The two kids were sitting down already. They didn’t make a sound. They looked like aliens, with skin much darker than mine. The boy took off his cap and I saw that his hair was shaved close to the scalp. The girl’s hair was down to her chin, and it was thick and greasy and stuck to her cheeks.

My mother told me their names, but I was so mad at them, I couldn’t hear her. These assholes were moving in, forcing us to live in a hotel room.

The kids were so tired, they left the kitchen without eating and slept on the sofa.

When dinner was over, my mother got together some rice and tofu for my father to eat back in the hotel room.

“You stay here. Watch office tonight,” she told me. I was tired, but happy to still have an important position.

I told Uncle and Aunty to go to sleep. It was a pretty slow night. I only rented about three rooms. Around 5 a.m., I closed up the office. I figured my mother would come in around seven or so.

As I came in, my mother turned on her side and put her arm over my father. I’d never seen them that close before. It made me glad that I had my own bed, even though it was just a flimsy cot.

I was almost asleep when I heard a familiar sound from the hotel driveway.

No, it couldn’t be, I thought. I put on a pair of sweatpants and slipped outside to investigate.

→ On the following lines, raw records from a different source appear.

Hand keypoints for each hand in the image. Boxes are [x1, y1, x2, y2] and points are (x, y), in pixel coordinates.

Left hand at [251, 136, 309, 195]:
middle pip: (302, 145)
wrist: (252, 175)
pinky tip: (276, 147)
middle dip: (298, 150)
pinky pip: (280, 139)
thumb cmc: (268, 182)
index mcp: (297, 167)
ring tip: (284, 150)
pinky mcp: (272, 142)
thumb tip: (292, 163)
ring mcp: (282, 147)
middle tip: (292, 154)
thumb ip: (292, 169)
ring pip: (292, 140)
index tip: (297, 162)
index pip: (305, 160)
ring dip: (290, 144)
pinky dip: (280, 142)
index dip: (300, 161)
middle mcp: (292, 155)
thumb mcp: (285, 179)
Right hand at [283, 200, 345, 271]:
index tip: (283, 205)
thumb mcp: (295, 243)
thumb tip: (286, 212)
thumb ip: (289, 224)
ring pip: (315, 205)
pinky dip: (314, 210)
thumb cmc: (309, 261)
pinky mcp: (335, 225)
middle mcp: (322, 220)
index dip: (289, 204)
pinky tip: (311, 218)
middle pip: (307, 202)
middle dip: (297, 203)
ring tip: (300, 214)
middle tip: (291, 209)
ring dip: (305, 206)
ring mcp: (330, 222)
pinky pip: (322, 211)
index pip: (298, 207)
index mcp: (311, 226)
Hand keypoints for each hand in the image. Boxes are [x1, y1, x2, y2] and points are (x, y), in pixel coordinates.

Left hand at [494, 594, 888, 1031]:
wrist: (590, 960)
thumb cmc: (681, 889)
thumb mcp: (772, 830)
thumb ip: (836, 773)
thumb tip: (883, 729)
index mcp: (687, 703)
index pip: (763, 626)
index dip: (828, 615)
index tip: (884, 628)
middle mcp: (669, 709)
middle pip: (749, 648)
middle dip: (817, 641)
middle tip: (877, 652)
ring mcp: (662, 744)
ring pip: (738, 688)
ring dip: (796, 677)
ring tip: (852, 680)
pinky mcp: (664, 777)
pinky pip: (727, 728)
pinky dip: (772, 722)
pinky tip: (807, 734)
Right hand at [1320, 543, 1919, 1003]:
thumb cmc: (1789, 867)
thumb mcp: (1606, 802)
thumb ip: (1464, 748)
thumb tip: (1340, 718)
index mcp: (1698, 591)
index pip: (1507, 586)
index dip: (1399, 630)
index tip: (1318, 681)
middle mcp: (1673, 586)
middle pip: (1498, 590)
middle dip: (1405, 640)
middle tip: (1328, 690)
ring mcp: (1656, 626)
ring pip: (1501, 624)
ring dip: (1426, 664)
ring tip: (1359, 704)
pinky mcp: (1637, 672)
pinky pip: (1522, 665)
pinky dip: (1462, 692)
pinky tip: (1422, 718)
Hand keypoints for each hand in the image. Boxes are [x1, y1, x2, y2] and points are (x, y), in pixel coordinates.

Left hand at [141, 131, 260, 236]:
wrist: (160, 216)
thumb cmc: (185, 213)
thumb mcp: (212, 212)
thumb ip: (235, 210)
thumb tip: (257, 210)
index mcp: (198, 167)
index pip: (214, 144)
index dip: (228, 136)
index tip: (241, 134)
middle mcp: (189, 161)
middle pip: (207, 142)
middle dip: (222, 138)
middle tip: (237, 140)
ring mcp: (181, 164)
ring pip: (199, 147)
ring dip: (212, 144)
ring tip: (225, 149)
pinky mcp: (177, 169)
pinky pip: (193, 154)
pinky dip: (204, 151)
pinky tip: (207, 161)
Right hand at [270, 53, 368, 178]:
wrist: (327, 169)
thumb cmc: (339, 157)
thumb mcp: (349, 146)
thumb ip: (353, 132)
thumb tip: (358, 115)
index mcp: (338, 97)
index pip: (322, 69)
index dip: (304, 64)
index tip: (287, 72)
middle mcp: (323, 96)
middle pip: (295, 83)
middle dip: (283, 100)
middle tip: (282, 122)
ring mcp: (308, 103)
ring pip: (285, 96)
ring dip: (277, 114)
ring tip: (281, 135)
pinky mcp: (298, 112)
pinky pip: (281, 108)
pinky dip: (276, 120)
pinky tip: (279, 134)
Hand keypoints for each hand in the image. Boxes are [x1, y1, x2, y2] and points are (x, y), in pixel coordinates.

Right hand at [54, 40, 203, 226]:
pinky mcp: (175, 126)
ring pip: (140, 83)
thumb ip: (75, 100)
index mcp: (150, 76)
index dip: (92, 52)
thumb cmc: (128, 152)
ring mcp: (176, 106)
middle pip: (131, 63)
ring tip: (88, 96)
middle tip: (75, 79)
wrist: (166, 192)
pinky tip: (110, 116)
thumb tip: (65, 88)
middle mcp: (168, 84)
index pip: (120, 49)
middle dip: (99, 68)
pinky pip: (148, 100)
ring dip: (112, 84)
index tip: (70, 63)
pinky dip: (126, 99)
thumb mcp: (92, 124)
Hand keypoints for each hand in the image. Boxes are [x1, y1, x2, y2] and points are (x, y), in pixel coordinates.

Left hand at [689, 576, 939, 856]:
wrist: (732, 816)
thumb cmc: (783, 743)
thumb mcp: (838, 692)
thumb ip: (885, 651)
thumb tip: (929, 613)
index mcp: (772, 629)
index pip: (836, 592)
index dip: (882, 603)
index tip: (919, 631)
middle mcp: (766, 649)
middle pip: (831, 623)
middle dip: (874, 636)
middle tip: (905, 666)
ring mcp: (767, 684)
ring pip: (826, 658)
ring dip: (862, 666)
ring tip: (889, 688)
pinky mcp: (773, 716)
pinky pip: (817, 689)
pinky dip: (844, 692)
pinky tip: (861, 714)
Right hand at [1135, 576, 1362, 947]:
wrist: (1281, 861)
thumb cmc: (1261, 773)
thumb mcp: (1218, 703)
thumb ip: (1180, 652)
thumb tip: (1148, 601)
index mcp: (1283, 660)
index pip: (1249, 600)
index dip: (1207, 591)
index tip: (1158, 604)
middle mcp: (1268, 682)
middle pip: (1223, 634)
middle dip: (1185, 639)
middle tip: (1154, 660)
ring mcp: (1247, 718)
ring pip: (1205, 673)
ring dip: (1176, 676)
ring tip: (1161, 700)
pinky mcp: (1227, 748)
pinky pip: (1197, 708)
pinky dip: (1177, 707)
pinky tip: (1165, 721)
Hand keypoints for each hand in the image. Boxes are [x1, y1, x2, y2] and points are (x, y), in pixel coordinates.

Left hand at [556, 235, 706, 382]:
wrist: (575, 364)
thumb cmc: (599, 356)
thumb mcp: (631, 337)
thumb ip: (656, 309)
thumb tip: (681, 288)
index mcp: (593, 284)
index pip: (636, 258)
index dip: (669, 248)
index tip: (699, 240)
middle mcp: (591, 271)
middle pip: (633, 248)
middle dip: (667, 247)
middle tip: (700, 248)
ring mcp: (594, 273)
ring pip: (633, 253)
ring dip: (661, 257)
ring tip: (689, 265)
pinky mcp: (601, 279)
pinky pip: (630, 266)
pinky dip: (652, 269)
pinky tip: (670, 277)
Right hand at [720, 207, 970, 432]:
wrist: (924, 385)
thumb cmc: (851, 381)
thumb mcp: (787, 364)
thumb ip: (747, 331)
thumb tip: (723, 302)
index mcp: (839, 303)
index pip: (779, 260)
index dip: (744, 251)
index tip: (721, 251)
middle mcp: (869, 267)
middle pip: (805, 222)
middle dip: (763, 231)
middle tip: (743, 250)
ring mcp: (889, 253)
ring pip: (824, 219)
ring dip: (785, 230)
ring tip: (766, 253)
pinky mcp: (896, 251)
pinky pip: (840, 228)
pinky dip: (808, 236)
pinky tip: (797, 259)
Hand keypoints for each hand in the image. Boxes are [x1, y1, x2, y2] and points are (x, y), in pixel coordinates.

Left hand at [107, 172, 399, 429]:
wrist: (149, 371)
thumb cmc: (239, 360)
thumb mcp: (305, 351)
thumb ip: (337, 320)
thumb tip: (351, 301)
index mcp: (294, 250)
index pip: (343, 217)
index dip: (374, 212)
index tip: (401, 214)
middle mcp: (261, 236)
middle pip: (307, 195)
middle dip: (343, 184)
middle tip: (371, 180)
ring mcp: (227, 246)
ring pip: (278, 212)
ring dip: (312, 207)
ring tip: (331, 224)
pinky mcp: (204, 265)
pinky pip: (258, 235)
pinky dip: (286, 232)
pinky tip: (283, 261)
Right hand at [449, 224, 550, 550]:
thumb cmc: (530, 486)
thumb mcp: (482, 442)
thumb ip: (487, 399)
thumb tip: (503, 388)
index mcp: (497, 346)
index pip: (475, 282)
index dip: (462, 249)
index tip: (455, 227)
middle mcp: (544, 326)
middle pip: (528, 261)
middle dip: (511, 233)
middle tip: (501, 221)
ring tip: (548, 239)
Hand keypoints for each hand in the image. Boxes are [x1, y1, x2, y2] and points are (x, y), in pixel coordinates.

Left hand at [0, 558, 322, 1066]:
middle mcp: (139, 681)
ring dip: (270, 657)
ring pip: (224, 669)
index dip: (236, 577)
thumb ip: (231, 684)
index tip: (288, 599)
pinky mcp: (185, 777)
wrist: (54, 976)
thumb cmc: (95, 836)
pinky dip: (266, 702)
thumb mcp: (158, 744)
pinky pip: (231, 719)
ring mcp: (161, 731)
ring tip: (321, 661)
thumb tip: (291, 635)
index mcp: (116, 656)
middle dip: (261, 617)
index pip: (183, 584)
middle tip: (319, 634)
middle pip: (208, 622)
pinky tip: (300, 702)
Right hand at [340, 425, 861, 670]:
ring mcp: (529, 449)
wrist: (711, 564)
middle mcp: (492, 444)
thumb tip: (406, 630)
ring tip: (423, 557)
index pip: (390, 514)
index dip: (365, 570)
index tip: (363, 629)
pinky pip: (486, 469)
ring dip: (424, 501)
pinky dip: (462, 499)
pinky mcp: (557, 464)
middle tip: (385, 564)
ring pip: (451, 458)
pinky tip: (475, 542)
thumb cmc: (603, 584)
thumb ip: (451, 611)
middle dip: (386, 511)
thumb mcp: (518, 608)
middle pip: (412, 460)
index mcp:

The boy was on my bike, riding around the driveway. He was barefoot, with one foot on the left pedal and the other awkwardly on the shaft where the right pedal had been.

It wasn’t night anymore, and it wasn’t yet day. There weren’t any shadows on the ground. The boy was wearing a bright white t-shirt and a pair of navy shorts. His dark legs were surprisingly muscular. He was beautiful.

I sat down on the step in the doorway and watched him go.

How long would it be before something terrible happened, I wondered. Lightning could strike him right now. He could hit a rock and go flying. Or maybe a parked car could back up into him.

But then I thought about that little boy pushing that broken bike all the way up the stairs from the basement. He must have wanted to ride that bike pretty bad.

Maybe life would be okay for that boy. After all, he had a sister. That was one more set of hands to help. He also had me.

The boy passed by, and I saw that his ankle had scraped against the bike chain and was bleeding. He smiled and waved to me while holding the bike steady. He was sitting back in the seat, pedaling slow like he was the only one in the race and all he had to do was finish.

I got up and got a soda from the machine. I drank some and shivered.

Then he came over, and I let him have some, too.